BER Structural Biology and Imaging Resources
Synchrotron, Neutron, and Cryo-EM
U.S. Department of Energy | Office of Science | Office of Biological and Environmental Research

Environmental Molecular Sciences Laboratory

DOE scientific user facility sponsored by the Office of Biological and Environmental Research

Environmental Molecular Sciences Laboratory (EMSL)Pacific Northwest National Laboratory

The Environmental Molecular Sciences Laboratory (EMSL) advances and integrates process-level understanding of complex systems across wide temporal and spatial scales by coupling observations, experiments, and theory with modeling and simulation.

EMSL hosts more than 150 premier experimental instruments that provide users with high-resolution spatiotemporal imaging and structural data to study biological and environmental systems at the molecular level. These instruments, in combination with EMSL’s supercomputing capabilities, have helped thousands of researchers use a multidisciplinary, collaborative approach to solve important challenges in biological interactions and dynamics, biogeochemistry and subsurface science, and interactions at the interfaces of natural and engineered materials.

Structural biology expertise at EMSL includes a breadth of cutting-edge capabilities. Combining these with high-performance computing and complementary expertise in other areas enables correlative multimodal imaging and analyses.

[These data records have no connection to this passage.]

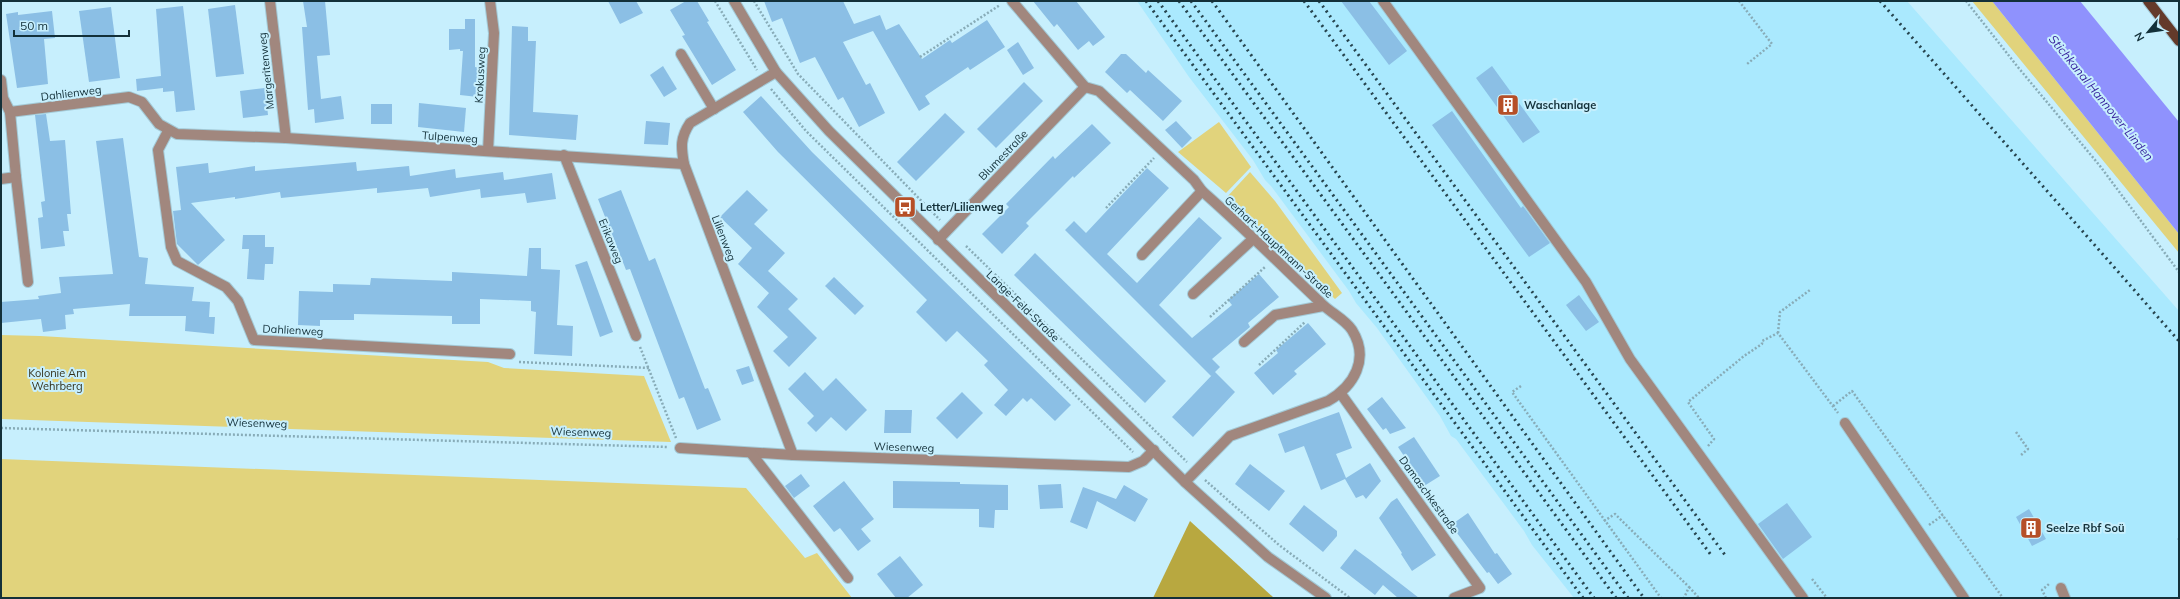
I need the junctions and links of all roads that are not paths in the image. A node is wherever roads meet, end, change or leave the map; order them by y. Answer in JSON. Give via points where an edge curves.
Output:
{"nodes":[{"id":1,"x":270,"y":1,"type":"edge"},
{"id":2,"x":490,"y":1,"type":"edge"},
{"id":3,"x":734,"y":1,"type":"edge"},
{"id":4,"x":1012,"y":1,"type":"edge"},
{"id":5,"x":1383,"y":1,"type":"edge"},
{"id":6,"x":2148,"y":1,"type":"edge"},
{"id":7,"x":2179,"y":40,"type":"edge"},
{"id":8,"x":681,"y":54,"type":"dead end"},
{"id":9,"x":776,"y":72,"type":"junction"},
{"id":10,"x":1,"y":80,"type":"edge"},
{"id":11,"x":1085,"y":88,"type":"junction"},
{"id":12,"x":714,"y":109,"type":"junction"},
{"id":13,"x":10,"y":112,"type":"junction"},
{"id":14,"x":168,"y":131,"type":"junction"},
{"id":15,"x":286,"y":138,"type":"junction"},
{"id":16,"x":488,"y":151,"type":"junction"},
{"id":17,"x":564,"y":155,"type":"junction"},
{"id":18,"x":684,"y":164,"type":"junction"},
{"id":19,"x":16,"y":177,"type":"junction"},
{"id":20,"x":1,"y":179,"type":"edge"},
{"id":21,"x":1202,"y":191,"type":"junction"},
{"id":22,"x":1253,"y":238,"type":"junction"},
{"id":23,"x":938,"y":240,"type":"junction"},
{"id":24,"x":1142,"y":255,"type":"dead end"},
{"id":25,"x":28,"y":282,"type":"dead end"},
{"id":26,"x":1193,"y":294,"type":"dead end"},
{"id":27,"x":1323,"y":306,"type":"junction"},
{"id":28,"x":636,"y":336,"type":"road end"},
{"id":29,"x":1244,"y":342,"type":"dead end"},
{"id":30,"x":510,"y":354,"type":"road end"},
{"id":31,"x":1341,"y":394,"type":"junction"},
{"id":32,"x":1846,"y":423,"type":"road end"},
{"id":33,"x":680,"y":448,"type":"road end"},
{"id":34,"x":1154,"y":450,"type":"junction"},
{"id":35,"x":751,"y":453,"type":"junction"},
{"id":36,"x":793,"y":455,"type":"junction"},
{"id":37,"x":1185,"y":482,"type":"junction"},
{"id":38,"x":848,"y":578,"type":"dead end"},
{"id":39,"x":2060,"y":588,"type":"dead end"},
{"id":40,"x":1326,"y":598,"type":"edge"},
{"id":41,"x":1454,"y":598,"type":"edge"},
{"id":42,"x":1803,"y":598,"type":"edge"},
{"id":43,"x":1964,"y":598,"type":"edge"},
{"id":44,"x":2065,"y":598,"type":"edge"}],
"edges":[{"from":1,"to":15,"type":"street","name":"Margeritenweg"},
{"from":2,"to":16,"type":"street","name":"Krokusweg","via":[[494,33]]},
{"from":3,"to":9,"type":"street","name":"Lange-Feld-Straße"},
{"from":4,"to":11,"type":"street","name":"Gerhart-Hauptmann-Straße"},
{"from":5,"to":42,"type":"street","via":[[1586,282],[1630,359]]},
{"from":6,"to":7,"type":"main road"},
{"from":8,"to":12,"type":"street"},
{"from":9,"to":12,"type":"street","name":"Lilienweg"},
{"from":9,"to":23,"type":"street","name":"Lange-Feld-Straße","via":[[829,131]]},
{"from":10,"to":13,"type":"street","via":[[3,98]]},
{"from":11,"to":21,"type":"street","name":"Gerhart-Hauptmann-Straße","via":[[1099,91],[1194,180]]},
{"from":11,"to":23,"type":"street","name":"Blumestraße"},
{"from":12,"to":18,"type":"street","name":"Lilienweg","via":[[690,123],[683,133]]},
{"from":13,"to":14,"type":"street","name":"Dahlienweg","via":[[129,97],[142,102],[159,124]]},
{"from":13,"to":19,"type":"street"},
{"from":14,"to":15,"type":"street","name":"Tulpenweg","via":[[177,134]]},
{"from":14,"to":30,"type":"street","name":"Dahlienweg","via":[[158,150],[171,247],[177,261],[226,287],[238,301],[254,340]]},
{"from":15,"to":16,"type":"street","name":"Tulpenweg"},
{"from":16,"to":17,"type":"street","name":"Tulpenweg"},
{"from":17,"to":18,"type":"street","name":"Tulpenweg"},
{"from":17,"to":28,"type":"street","name":"Erikaweg"},
{"from":18,"to":36,"type":"street","name":"Lilienweg"},
{"from":19,"to":20,"type":"street"},
{"from":19,"to":25,"type":"street"},
{"from":21,"to":22,"type":"street","name":"Gerhart-Hauptmann-Straße"},
{"from":21,"to":24,"type":"street"},
{"from":22,"to":26,"type":"street"},
{"from":22,"to":27,"type":"street","name":"Gerhart-Hauptmann-Straße"},
{"from":23,"to":34,"type":"street","name":"Lange-Feld-Straße"},
{"from":27,"to":29,"type":"street","via":[[1275,315]]},
{"from":27,"to":31,"type":"street","name":"Gerhart-Hauptmann-Straße","via":[[1352,330],[1358,344],[1360,361],[1354,379]]},
{"from":31,"to":37,"type":"street","name":"Gerhart-Hauptmann-Straße","via":[[1230,436]]},
{"from":31,"to":41,"type":"street","name":"Damaschkestraße","via":[[1480,588]]},
{"from":32,"to":43,"type":"street"},
{"from":33,"to":35,"type":"street","name":"Wiesenweg"},
{"from":34,"to":36,"type":"street","name":"Wiesenweg","via":[[1143,461],[1129,467]]},
{"from":34,"to":37,"type":"street","name":"Lange-Feld-Straße"},
{"from":35,"to":36,"type":"street","name":"Wiesenweg"},
{"from":35,"to":38,"type":"street"},
{"from":37,"to":40,"type":"street","name":"Lange-Feld-Straße","via":[[1268,557]]},
{"from":39,"to":44,"type":"street"}]}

  • High-resolution single particle cryo-electron microscopy determines the atomic-scale structure of proteins and protein complexes greater than 50 kDa and uncovers the molecular mechanisms regulating cellular processes.
  • Cryo-electron tomography characterizes cellular ultrastructure in microbial systems, providing clues into how organisms respond within a microbial consortium or to environmental stresses.
  • Nuclear magnetic resonance spectroscopy measures the distance between protons to determine the structure of small proteins less than 30 kDa.
  • Mass spectrometry examines the organizational relationship between protein complex subunits, providing insights into the molecular mechanisms driving enzymatic reactions in these complexes.
  • Cryogenic atom probe tomography produces three-dimensional maps of elements and molecular fragments at the atomic scale and is being adapted to soft biological materials.

For fundamental biological research, EMSL’s focus is to understand, predict, manipulate, and design biological processes in microbial, fungal, and plant systems for bioenergy and bioproduct production and enhance the understanding of carbon, nutrient, and inorganic element transformations. The focus for fundamental environmental research is to characterize the structure and function of Earth systems to develop and validate predictive models by studying atmospheric chemistry and physics, vegetative ecosystems, and soil or subsurface hydrology and biogeochemistry.